La France a défendu une agriculture respectueuse de l’environnement et protectrice des ressources, en s’appuyant sur un dispositif appliqué dans tous les pays d’Europe : le verdissement. Bénéficiant de 30 % des aides du premier pilier de la PAC, celui-ci aura une incidence sociétale importante, en termes de qualité de la production, de durabilité des capacités productives des terres, mais aussi de compétitivité, puisque tous les agriculteurs européens seront soumis au même règlement.

Enfin, la France a également fait le choix d’orienter une partie de ces aides européennes vers un soutien à l’activité, à l’emploi et à l’installation des jeunes agriculteurs.

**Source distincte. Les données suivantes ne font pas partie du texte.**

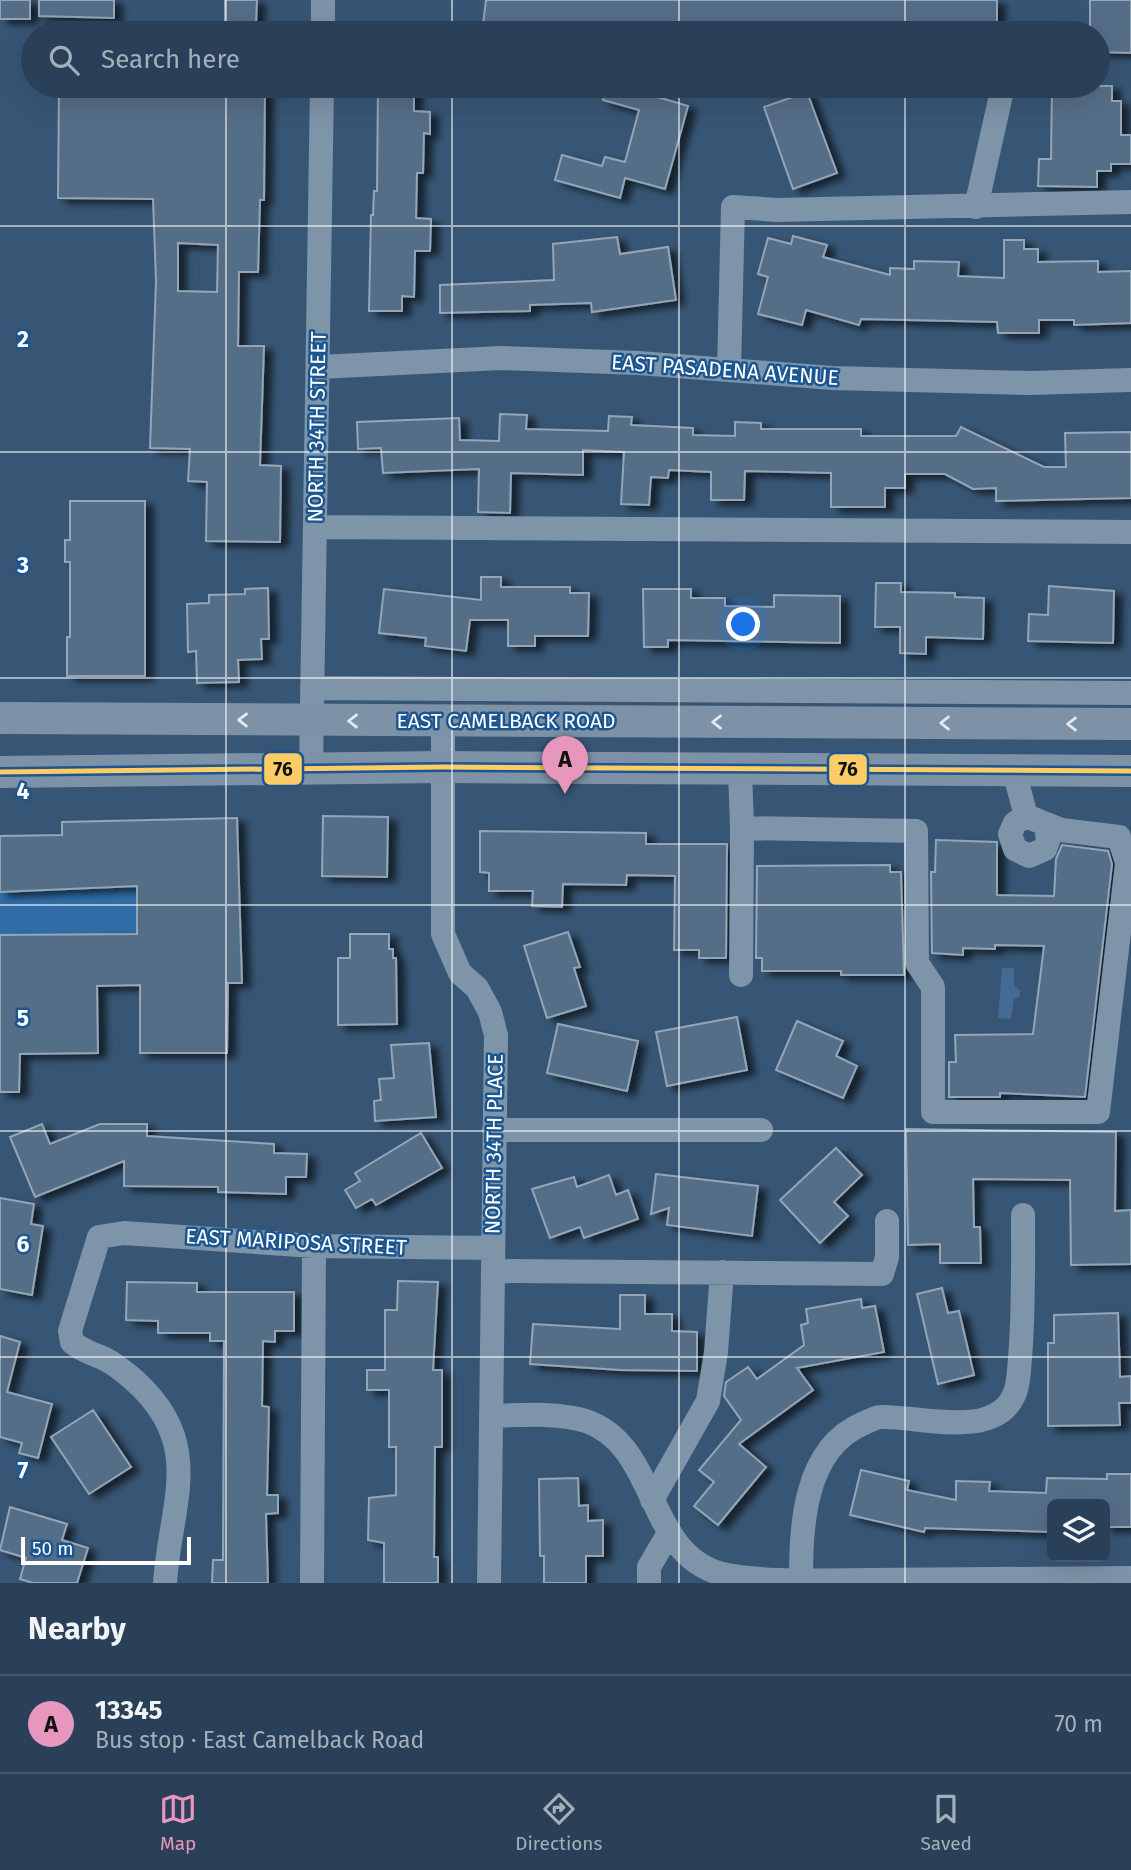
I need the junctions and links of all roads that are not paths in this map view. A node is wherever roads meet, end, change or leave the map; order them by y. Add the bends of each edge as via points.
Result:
1 (323, 0) edge
2 (323, 21) edge
3 (322, 98) edge
4 (1000, 98) edge
5 (1131, 202) edge
6 (976, 206) junction
7 (319, 367) junction
8 (729, 370) junction
9 (1131, 380) edge
10 (316, 527) junction
11 (1131, 532) edge
12 (312, 688) junction
13 (1131, 694) edge
14 (1013, 708) junction
15 (0, 718) edge
16 (312, 720) junction
17 (443, 720) junction
18 (1131, 724) edge
19 (442, 767) junction
20 (311, 769) junction
21 (740, 769) junction
22 (1014, 771) junction
23 (1131, 771) edge
24 (0, 772) edge
25 (741, 819) junction
26 (741, 975) dead end
27 (494, 1130) junction
28 (761, 1130) dead end
29 (1023, 1214) dead end
30 (887, 1221) dead end
31 (314, 1246) junction
32 (493, 1260) junction
33 (722, 1272) junction
34 (491, 1416) junction
35 (652, 1500) junction
36 (669, 1533) junction
37 (1131, 1578) edge
38 (801, 1581) edge
39 (165, 1583) edge
40 (312, 1583) edge
41 (489, 1583) edge
42 (649, 1583) edge

1 - 2 street
3 - 7 street, NORTH 34TH STREET
4 - 6 street
5 - 6 street
6 - 8 street via 733,207
7 - 8 street, EAST PASADENA AVENUE via 500,358
7 - 10 street, NORTH 34TH STREET
8 - 9 street, EAST PASADENA AVENUE via 934,381
10 - 11 street
10 - 12 street, NORTH 34TH STREET
12 - 14 street, EAST CAMELBACK ROAD
12 - 16 street, NORTH 34TH STREET
13 - 14 street, EAST CAMELBACK ROAD
14 -> 17 main road, EAST CAMELBACK ROAD
18 -> 14 main road, EAST CAMELBACK ROAD
14 - 22 main road
16 -> 15 main road, EAST CAMELBACK ROAD
17 -> 16 main road, EAST CAMELBACK ROAD
16 - 20 street, NORTH 34TH STREET
17 - 19 street, NORTH 34TH PLACE
19 - 20 main road
19 - 21 main road
19 - 27 street, NORTH 34TH PLACE via 443,934 460,973 477,988 490,1012 496,1035
20 - 24 main road
21 - 22 main road
21 - 25 street
22 - 23 main road
22 - 25 street via 1036,821 1119,837 1126,863 1098,1112 933,1112 933,987 917,963 916,831
25 - 26 street
27 - 28 street
27 - 32 street, NORTH 34TH PLACE
29 - 38 street via 1023,1324 1015,1394 1002,1413 981,1420 879,1417 845,1431 818,1470 806,1500 800,1532
30 - 33 street, EAST MARIPOSA STREET via 882,1274
31 - 32 street, EAST MARIPOSA STREET
31 - 39 street, EAST MARIPOSA STREET via 170,1234 99,1237 70,1331 72,1342 135,1382 158,1406 172,1434 180,1457 179,1488
31 - 40 street
32 - 33 street, EAST MARIPOSA STREET
32 - 34 street, NORTH 34TH PLACE
33 - 35 street via 708,1401
34 - 35 street via 576,1420 614,1436 633,1459
34 - 41 street, NORTH 34TH PLACE
35 - 36 street
36 - 38 street via 696,1562 722,1574
36 - 42 street via 649,1567
37 - 38 street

Partant de ces avancées obtenues à l’échelle européenne, le projet de loi d’avenir dont nous débattons aujourd’hui permet d’aller encore plus loin dans la transition vers le nouveau modèle agricole que nous souhaitons pour l’avenir. Ce texte a pour vocation de fournir un cadre législatif permettant à nos agriculteurs et au secteur forestier d’assurer leur développement économique, tout en prenant en compte la dimension écologique de leurs activités.

Les outils sont là pour encourager un changement de pratiques et conduire nos agriculteurs à entamer une transition vers un système de production agroécologique, privilégiant l’autonomie des exploitations agricoles et l’amélioration de leur compétitivité et de leurs résultats, grâce à des pratiques plus économes en énergie, en eau, en engrais, en produits phytopharmaceutiques ou en médicaments vétérinaires. Ces démarches innovantes, répondant aux attentes de la société et aux défis environnementaux actuels, sont constitutives d’un modèle pour l’avenir.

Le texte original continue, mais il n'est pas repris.